On peut rapprocher cela de cette présentation du livre du professeur Marc Jeannerod,  La nature de l'esprit Odile Jacob, 2002 sur le site Sciences humaines.com : http://www.scienceshumaines.com/la-nature-de-l-esprit_fr_2732.html
 « Les phénomènes mentaux sont biologiquement fondés : ils sont à la fois causés par les mécanismes cérébraux et réalisés dans la structure du cerveau. Dans cette perspective, la conscience et l'intentionnalité relèvent de la biologie humaine au même titre que la digestion ou la circulation sanguine. » Ces propos du philosophe John Searle bousculent l'opposition classique esprit/monde physique. Ils résument la démarche de Marc Jeannerod, et au-delà, certaines ambitions des sciences cognitives : établir une « naturalisation » de l'esprit, et notamment montrer que la cognition ne consiste pas seulement dans la capacité de raisonner, de calculer et de produire des mots, mais qu'elle inclut des aspects intentionnels, relationnels et émotionnels. L'imagerie cérébrale a grandement contribué à cette mise en lumière d'un cerveau porteur de prédispositions à la fois rationnelles, affectives et sociales.

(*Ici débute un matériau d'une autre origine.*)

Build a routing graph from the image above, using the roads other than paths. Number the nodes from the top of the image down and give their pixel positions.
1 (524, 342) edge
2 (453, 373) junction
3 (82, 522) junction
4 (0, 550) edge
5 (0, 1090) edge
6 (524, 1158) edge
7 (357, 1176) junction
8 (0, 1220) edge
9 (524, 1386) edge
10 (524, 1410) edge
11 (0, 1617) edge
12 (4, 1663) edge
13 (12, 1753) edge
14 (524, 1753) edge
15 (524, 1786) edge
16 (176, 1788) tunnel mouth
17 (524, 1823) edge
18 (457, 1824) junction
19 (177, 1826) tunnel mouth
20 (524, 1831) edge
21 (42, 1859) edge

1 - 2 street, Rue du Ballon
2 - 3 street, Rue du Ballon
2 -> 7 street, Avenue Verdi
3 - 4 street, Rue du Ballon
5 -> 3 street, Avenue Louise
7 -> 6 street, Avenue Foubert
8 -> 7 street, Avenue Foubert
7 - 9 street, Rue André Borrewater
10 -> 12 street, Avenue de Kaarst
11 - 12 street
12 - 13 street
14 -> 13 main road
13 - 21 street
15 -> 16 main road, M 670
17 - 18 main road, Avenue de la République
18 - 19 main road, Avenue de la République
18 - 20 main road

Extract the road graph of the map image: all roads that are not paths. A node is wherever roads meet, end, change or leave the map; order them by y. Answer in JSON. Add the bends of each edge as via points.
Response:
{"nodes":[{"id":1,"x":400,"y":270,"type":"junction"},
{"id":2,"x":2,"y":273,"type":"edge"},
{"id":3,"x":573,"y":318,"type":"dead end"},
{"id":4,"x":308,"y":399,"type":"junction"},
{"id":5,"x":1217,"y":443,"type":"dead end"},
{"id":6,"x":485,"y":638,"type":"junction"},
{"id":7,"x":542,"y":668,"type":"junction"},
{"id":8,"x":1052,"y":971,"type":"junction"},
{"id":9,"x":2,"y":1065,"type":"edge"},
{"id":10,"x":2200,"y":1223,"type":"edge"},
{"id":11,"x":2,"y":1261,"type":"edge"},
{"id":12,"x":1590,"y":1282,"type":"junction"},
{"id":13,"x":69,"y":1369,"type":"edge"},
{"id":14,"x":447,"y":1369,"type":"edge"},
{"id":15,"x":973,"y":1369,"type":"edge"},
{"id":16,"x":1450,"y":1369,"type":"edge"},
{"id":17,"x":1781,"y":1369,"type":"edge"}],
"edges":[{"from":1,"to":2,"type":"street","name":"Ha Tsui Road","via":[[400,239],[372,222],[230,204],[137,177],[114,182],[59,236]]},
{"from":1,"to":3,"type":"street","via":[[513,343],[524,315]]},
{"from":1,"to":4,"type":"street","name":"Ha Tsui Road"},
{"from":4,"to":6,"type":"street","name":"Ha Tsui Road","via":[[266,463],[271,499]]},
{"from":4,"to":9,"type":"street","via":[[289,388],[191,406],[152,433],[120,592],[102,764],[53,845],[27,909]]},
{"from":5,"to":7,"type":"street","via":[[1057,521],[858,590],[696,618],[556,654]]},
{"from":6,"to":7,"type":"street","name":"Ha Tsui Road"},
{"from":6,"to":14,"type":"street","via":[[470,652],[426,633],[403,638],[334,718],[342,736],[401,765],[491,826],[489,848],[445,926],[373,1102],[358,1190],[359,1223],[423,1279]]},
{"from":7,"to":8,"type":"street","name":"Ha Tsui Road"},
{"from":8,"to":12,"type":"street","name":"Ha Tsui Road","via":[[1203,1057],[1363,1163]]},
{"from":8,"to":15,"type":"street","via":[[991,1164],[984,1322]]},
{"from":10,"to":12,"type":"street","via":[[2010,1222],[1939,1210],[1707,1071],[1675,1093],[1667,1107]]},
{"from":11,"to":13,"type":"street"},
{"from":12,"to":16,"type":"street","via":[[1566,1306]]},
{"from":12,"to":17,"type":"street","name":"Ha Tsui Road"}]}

La notion de représentation mentale est au coeur de la révolution cognitive, rappelle l'auteur. Lorsque l'on saisit un objet avec les mains, les commandes nerveuses suivent les instructions d'une représentation de cet acte de saisie. La représentation de l'acte précède l'acte, elle est l'intermédiaire entre la vision de l'objet à saisir et le mouvement de saisie. Cet apport de la psychologie cognitive contredit notamment la théorie behavioriste qui se passe de la notion de représentation. La biologie de l'esprit, elle, s'appuie sur une science des productions mentales, esquisse une physiologie de l'intentionnalité, ce que l'auteur appelle « mouvement volontaire », et, par extension, une physiologie de la conscience.
Voir aussi sur ce sujet mon message numéro 67 : « Gestion mentale et neuroscience cognitives », où j’insiste sur les travaux récents d’Antonio DAMASIO et son hypothèse de l’équivalence entre les états mentaux et les états cérébraux associés.